Por un lado, se pretendía conservar y aun redorar la Corona, pero poniendo límites a su omnipotencia y garantías frente a sus abusos. Lo que los ingleses habían hecho en su «gloriosa revolución» de 1688. Pero, frente al ejemplo inglés o lo intentado en la propia España por los investigadores de la hipotética Constitución tradicional, los constituyentes gaditanos y sus epígonos italianos y portugueses olvidaron que, por aquel entonces, el monarca era lo que Lasalle denominaría muchos decenios después un «fragmento de constitución». Esto es un importante factor de poder del que una Constitución realista no podía prescindir, manteniéndolo ajeno al proceso constituyente, ni capitidisminuir en exceso en cuanto a sus competencias se refiere.

El modelo de Monarquía «presidencialista» en la que el rey gozaba de la plenitud del poder ejecutivo, entendido como mera ejecución de las leyes y no como poder de dirección política, y, así limitado, se oponía a una Asamblea representante de la soberanía nacional, conducía necesariamente al enfrentamiento entre ambas instituciones. Varela Suances, ilustre historiador del sistema gaditano, ha denominado tal modelo y su puesta en práctica como «Monarquía imposible». Tildarlo, como se ha hecho, de «Monarquía parlamentaria» es ignorar lo que es el parlamentarismo: la imbricación del Gobierno con la mayoría política de la Cámara. En Francia, la crisis se resolvió, tras pocos meses de vigencia del texto de 1791, por la vía revolucionaria y republicana. En España, Portugal, las Dos Sicilias y Piamonte, por la de la reacción monárquica.

Defecto tan garrafal y de resultados tan letales se debe, en sus orígenes franceses y en su elaboración española, fundamentalmente a tres factores.

Primero, a la interpretación que del sistema constitucional británico hiciera Montesquieu y después De Lolme, autores sobre cuya influencia en la opinión es, por sobradamente conocida, innecesario insistir. Una interpretación que no había conocido, en el primer caso y había prescindido en el segundo, de la paulatina introducción en el Reino Unido del sistema parlamentario.
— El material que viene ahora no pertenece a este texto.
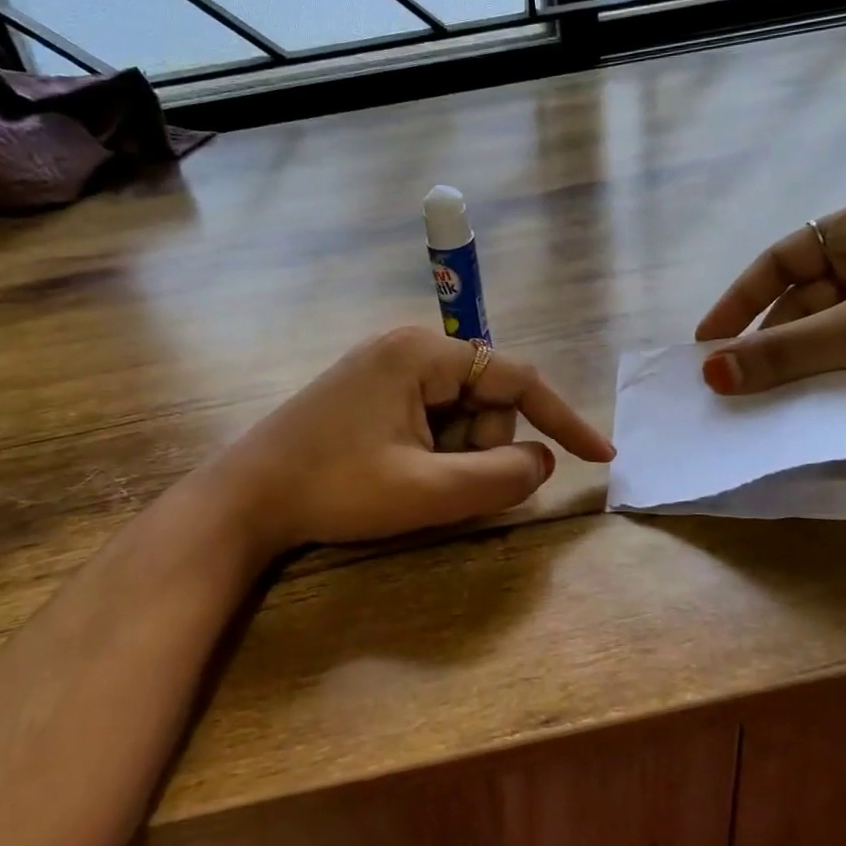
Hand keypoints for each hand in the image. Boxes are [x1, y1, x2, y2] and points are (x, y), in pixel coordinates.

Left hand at [212, 327, 613, 553]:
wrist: (245, 498)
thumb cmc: (334, 489)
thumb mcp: (425, 491)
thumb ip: (499, 478)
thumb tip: (544, 463)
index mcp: (424, 354)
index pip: (517, 379)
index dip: (563, 419)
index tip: (600, 456)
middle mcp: (410, 347)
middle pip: (486, 400)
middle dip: (478, 449)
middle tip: (434, 482)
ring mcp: (388, 367)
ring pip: (460, 415)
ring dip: (453, 456)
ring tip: (406, 480)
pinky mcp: (374, 391)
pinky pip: (431, 419)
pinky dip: (432, 452)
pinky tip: (395, 472)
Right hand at [695, 195, 845, 419]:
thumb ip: (786, 352)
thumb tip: (710, 373)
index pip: (780, 258)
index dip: (739, 300)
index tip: (707, 342)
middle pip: (804, 300)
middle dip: (771, 341)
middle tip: (733, 383)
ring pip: (831, 333)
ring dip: (802, 366)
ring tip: (763, 403)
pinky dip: (836, 379)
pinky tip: (812, 408)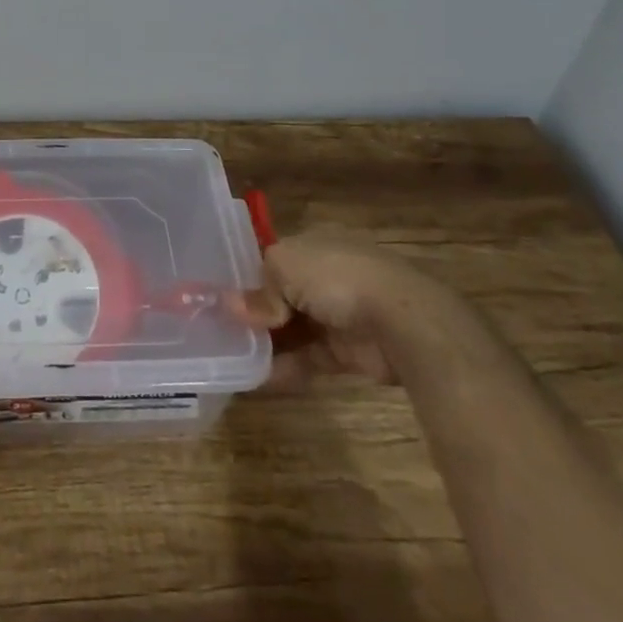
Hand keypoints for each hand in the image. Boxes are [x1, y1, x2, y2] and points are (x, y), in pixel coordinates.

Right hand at [240, 234, 450, 389]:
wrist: (401, 320)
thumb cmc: (336, 277)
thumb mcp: (284, 267)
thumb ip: (259, 290)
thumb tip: (233, 308)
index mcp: (314, 244)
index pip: (274, 258)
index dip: (248, 276)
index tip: (220, 296)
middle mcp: (327, 275)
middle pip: (282, 294)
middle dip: (255, 312)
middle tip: (223, 329)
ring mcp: (339, 314)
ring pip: (294, 328)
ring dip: (268, 342)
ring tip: (233, 356)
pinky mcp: (349, 351)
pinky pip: (309, 357)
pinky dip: (286, 367)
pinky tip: (258, 377)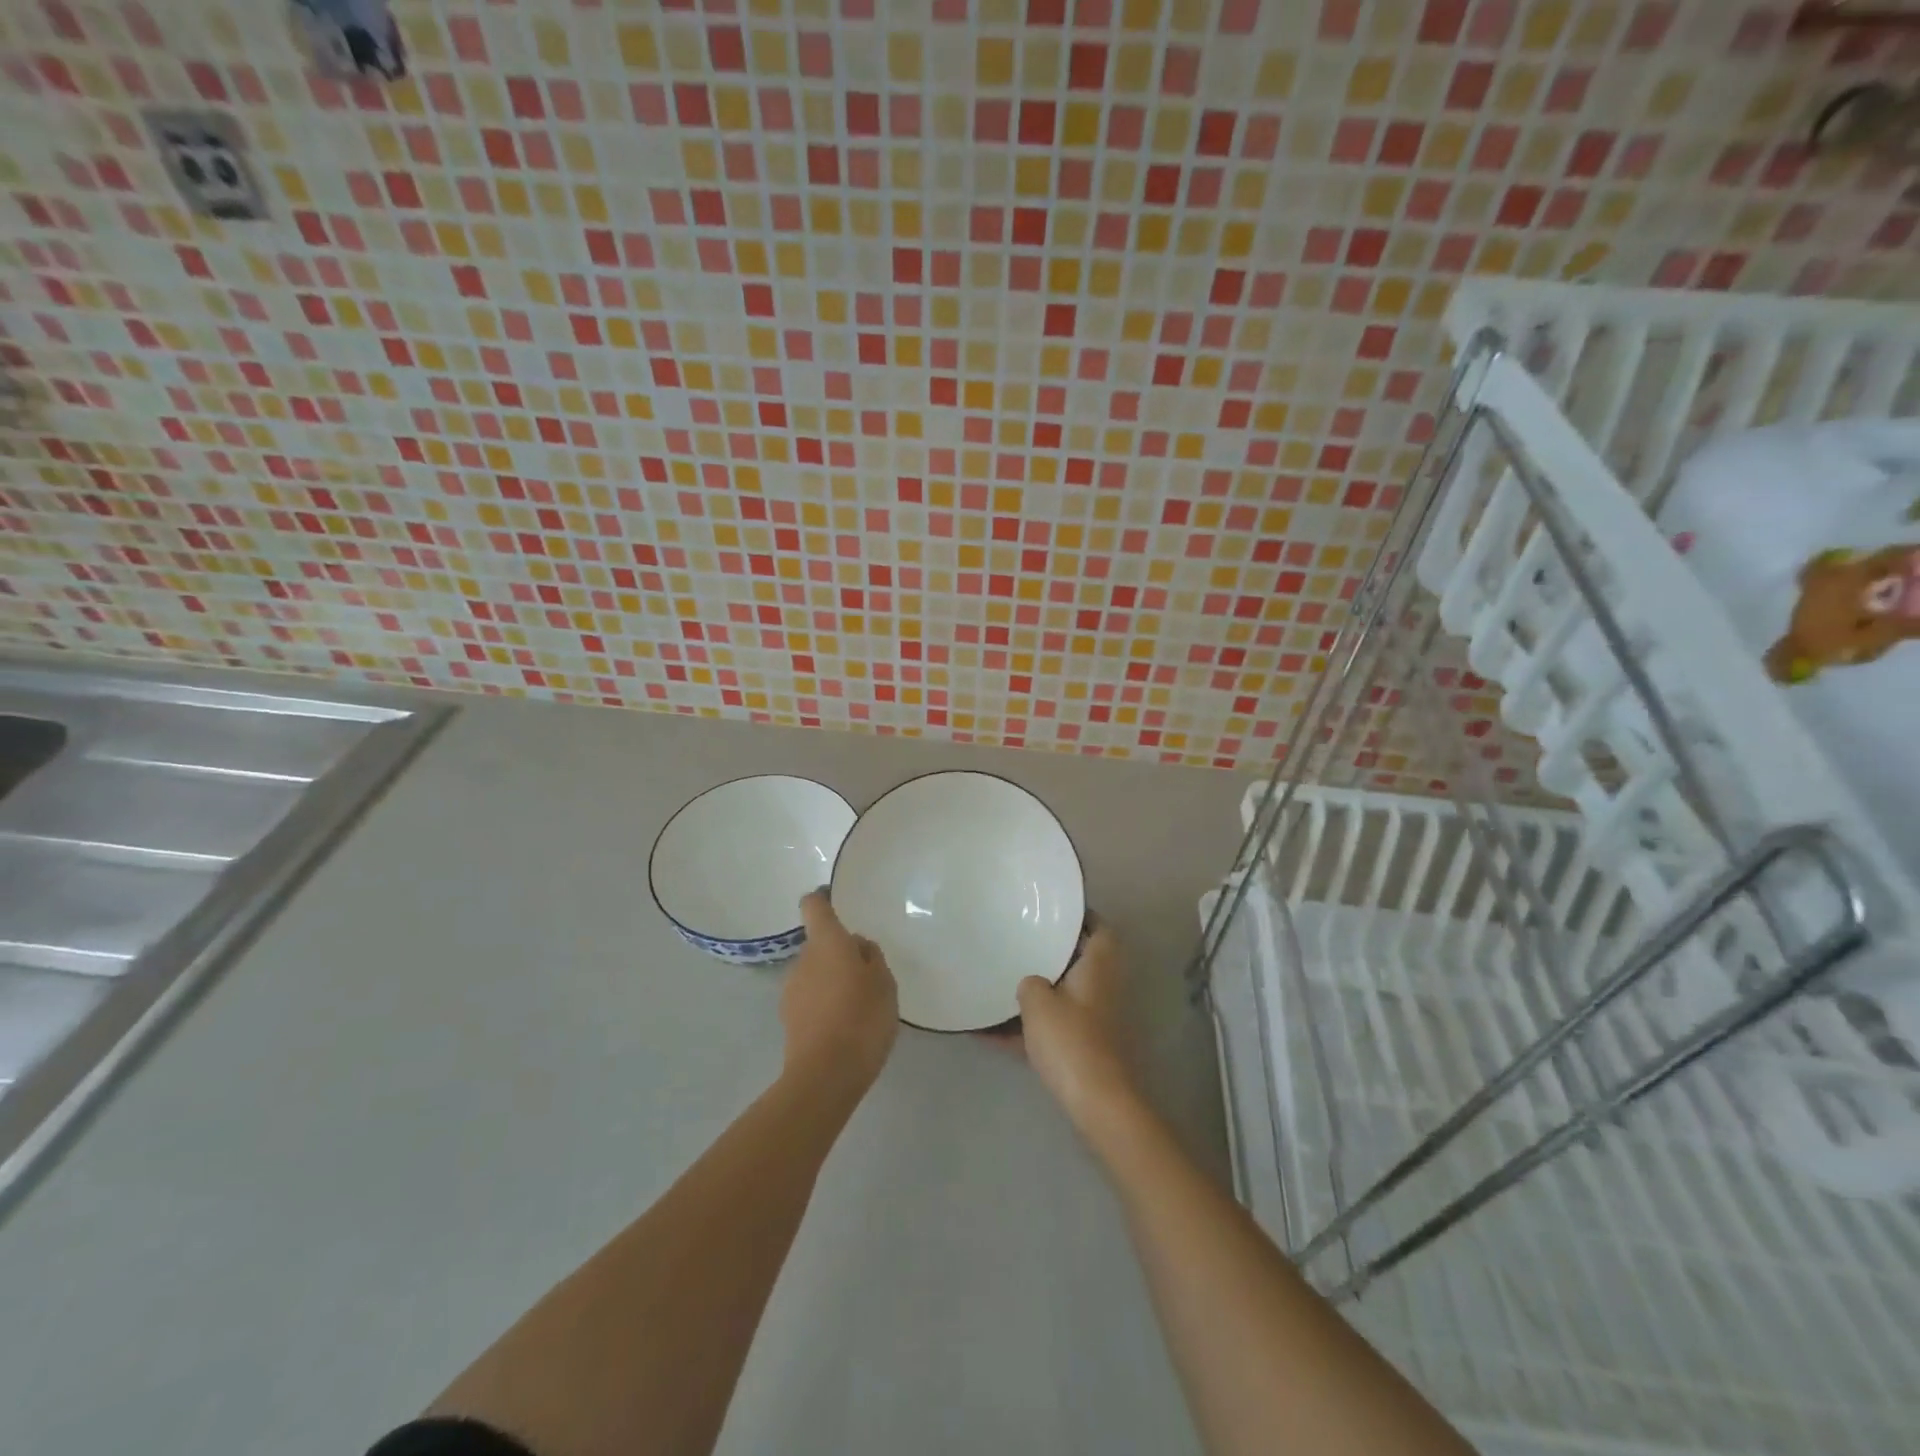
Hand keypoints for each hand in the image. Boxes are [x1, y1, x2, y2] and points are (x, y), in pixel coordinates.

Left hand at [780, 890, 897, 1093]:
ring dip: (833, 981)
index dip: (823, 899)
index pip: (814, 906)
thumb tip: (857, 946)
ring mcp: (791, 990)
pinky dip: (826, 1005)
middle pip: (819, 944)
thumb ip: (871, 958)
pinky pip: (811, 1000)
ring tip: (859, 1007)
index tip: (835, 901)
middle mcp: (803, 960)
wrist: (825, 1075)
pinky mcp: (789, 1020)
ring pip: (815, 973)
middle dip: (839, 954)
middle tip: (868, 975)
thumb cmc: (862, 1018)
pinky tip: (846, 1027)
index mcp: (826, 942)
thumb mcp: (884, 983)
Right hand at [1013, 922, 1137, 1131]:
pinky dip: (1025, 1029)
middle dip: (1051, 954)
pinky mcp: (1081, 1048)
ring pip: (1061, 996)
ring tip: (998, 982)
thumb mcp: (1038, 1001)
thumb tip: (1030, 983)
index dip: (1081, 917)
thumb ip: (1029, 983)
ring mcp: (1093, 1020)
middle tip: (1019, 941)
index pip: (1099, 929)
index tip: (1053, 910)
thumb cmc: (1070, 1039)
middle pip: (1078, 961)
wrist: (1095, 1102)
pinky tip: (987, 1033)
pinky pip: (1049, 1029)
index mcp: (1098, 967)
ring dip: (1035, 993)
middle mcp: (1100, 989)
En efecto, ya desde el ministerio Walpole (1721), el Gobierno, aun dependiendo de la confianza regia, contaba con la del Parlamento, algo que se acentúa en 1782 con la dimisión del gobierno North y que no culmina hasta el reinado de Victoria I. Pero que ya, desde sus comienzos calificables de protoorleanistas, al condicionar la actuación regia a la colaboración de sus ministros y hacer de estos el resultado de la mayoría parlamentaria, no solo reducían de hecho, sin necesidad de cercenarlas, las potestades formalmente atribuidas a la Corona, sino que incoaban mecanismos de cooperación entre el monarca, el ejecutivo ministerial y la o las asambleas representativas, evitando así su choque frontal.

Segundo, al modelo de la Constitución de los Estados Unidos, muy tenida en cuenta en la Constituyente francesa y en las Cortes de Cádiz, que, al establecer una rígida separación de poderes, había seguido las tesis de Montesquieu respecto del ejemplo británico preparlamentario, pero sustituyendo un ejecutivo monárquico por una presidencia de legitimidad democrática igual o mayor a la del Congreso.
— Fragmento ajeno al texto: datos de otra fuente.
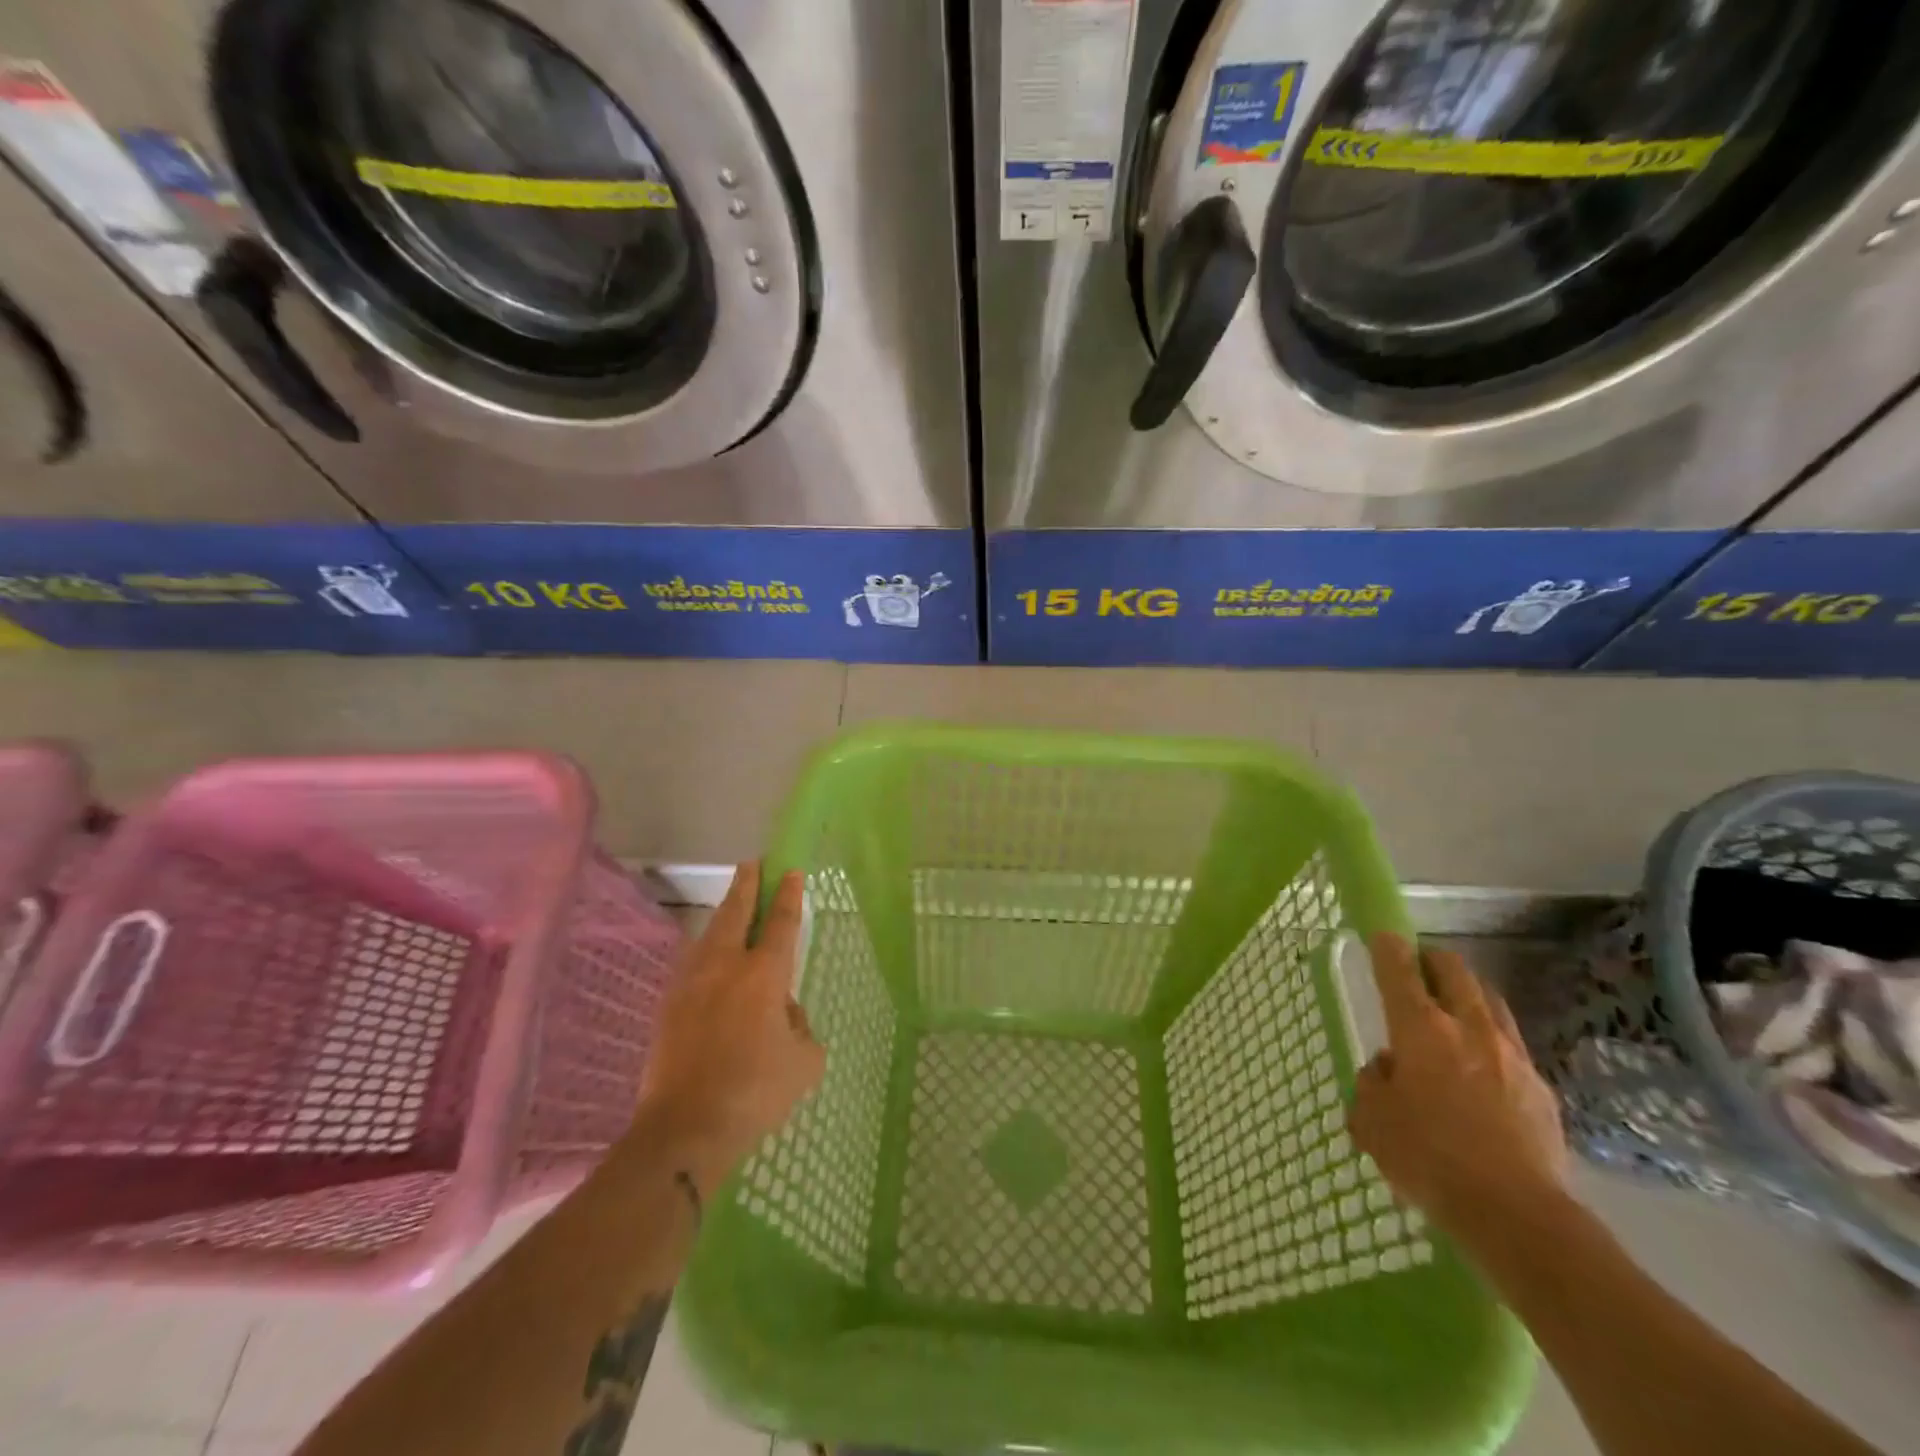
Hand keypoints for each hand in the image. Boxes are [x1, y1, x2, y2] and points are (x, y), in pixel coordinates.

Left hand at [636, 862, 824, 1190]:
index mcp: (764, 975)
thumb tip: (783, 1013)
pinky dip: (705, 952)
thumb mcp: (804, 1062)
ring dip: (722, 916)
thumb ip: (800, 1028)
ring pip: (708, 936)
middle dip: (746, 885)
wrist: (684, 1129)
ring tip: (731, 908)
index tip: (790, 871)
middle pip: (735, 913)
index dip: (788, 895)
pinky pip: (691, 965)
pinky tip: (707, 960)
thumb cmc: (754, 1092)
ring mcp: (691, 985)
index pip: (780, 923)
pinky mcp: (668, 1007)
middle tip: (752, 865)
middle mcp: (725, 968)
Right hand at [1347, 934, 1569, 1249]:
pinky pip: (1511, 1046)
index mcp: (1420, 1028)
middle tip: (1418, 965)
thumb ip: (1372, 1084)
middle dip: (1433, 959)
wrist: (1518, 1216)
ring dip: (1468, 994)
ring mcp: (1511, 1056)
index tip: (1382, 937)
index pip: (1399, 969)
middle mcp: (1467, 1028)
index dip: (1387, 947)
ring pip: (1490, 1001)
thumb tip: (1388, 1071)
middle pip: (1454, 971)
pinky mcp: (1540, 1090)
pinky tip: (1482, 1068)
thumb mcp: (1371, 1120)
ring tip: (1454, 1007)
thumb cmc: (1428, 1158)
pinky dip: (1491, 1041)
Tercero, el mismo principio de separación de poderes llevó a la incompatibilidad entre el mandato parlamentario y la condición de ministro, dificultando, cuando no impidiendo, la imbricación entre Gobierno y Asamblea, fundamental en el régimen parlamentario. Cuando, a lo largo del «trienio», se trató de corregir semejante situación, se produjo, como señala Varela Suances en el ensayo recién citado, un deslizamiento hacia un sistema convencional o de asamblea.
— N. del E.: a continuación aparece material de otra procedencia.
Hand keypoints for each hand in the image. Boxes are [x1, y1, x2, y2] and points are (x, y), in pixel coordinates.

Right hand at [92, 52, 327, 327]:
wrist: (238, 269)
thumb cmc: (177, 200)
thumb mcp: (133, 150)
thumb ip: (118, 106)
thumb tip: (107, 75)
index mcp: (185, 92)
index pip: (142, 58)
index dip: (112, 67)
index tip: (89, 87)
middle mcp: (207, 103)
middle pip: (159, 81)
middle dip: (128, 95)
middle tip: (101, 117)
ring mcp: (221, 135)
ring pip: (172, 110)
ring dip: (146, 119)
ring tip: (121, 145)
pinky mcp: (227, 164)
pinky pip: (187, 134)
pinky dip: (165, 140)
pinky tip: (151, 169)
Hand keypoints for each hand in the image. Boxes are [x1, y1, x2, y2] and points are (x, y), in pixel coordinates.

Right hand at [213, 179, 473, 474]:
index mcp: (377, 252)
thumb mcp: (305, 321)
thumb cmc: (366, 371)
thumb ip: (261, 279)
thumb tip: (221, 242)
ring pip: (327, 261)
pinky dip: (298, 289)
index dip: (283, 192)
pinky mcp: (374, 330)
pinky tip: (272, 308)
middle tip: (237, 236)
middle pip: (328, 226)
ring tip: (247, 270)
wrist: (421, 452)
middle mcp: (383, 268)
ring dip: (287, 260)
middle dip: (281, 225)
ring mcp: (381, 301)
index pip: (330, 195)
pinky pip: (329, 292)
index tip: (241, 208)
Cuando la Asamblea Nacional francesa decretaba en 1789 que «donde no hay separación de poderes no hay constitución» (art. 16 DDH), profetizaba sin saberlo. Montesquieu años antes y Tocqueville decenios después, y en nuestros días George Vedel, habían señalado que la dispersión del poder era la mejor garantía frente al absolutismo, pero no consistía en una división mecánica de funciones legislativas y gubernamentales, sino en los efectivos contrapesos de las diferencias estamentales y, desaparecidas estas, de la descentralización, la independencia de la judicatura —y la función pública— y la oposición política. Pero, como desde el primer momento demostraría la práctica, ni ello requería la incomunicación entre el Gobierno y las asambleas representativas, ni un ejecutivo monárquico carente de apoyo parlamentario podía ejercer el liderazgo político que correspondía a un verdadero ejecutivo.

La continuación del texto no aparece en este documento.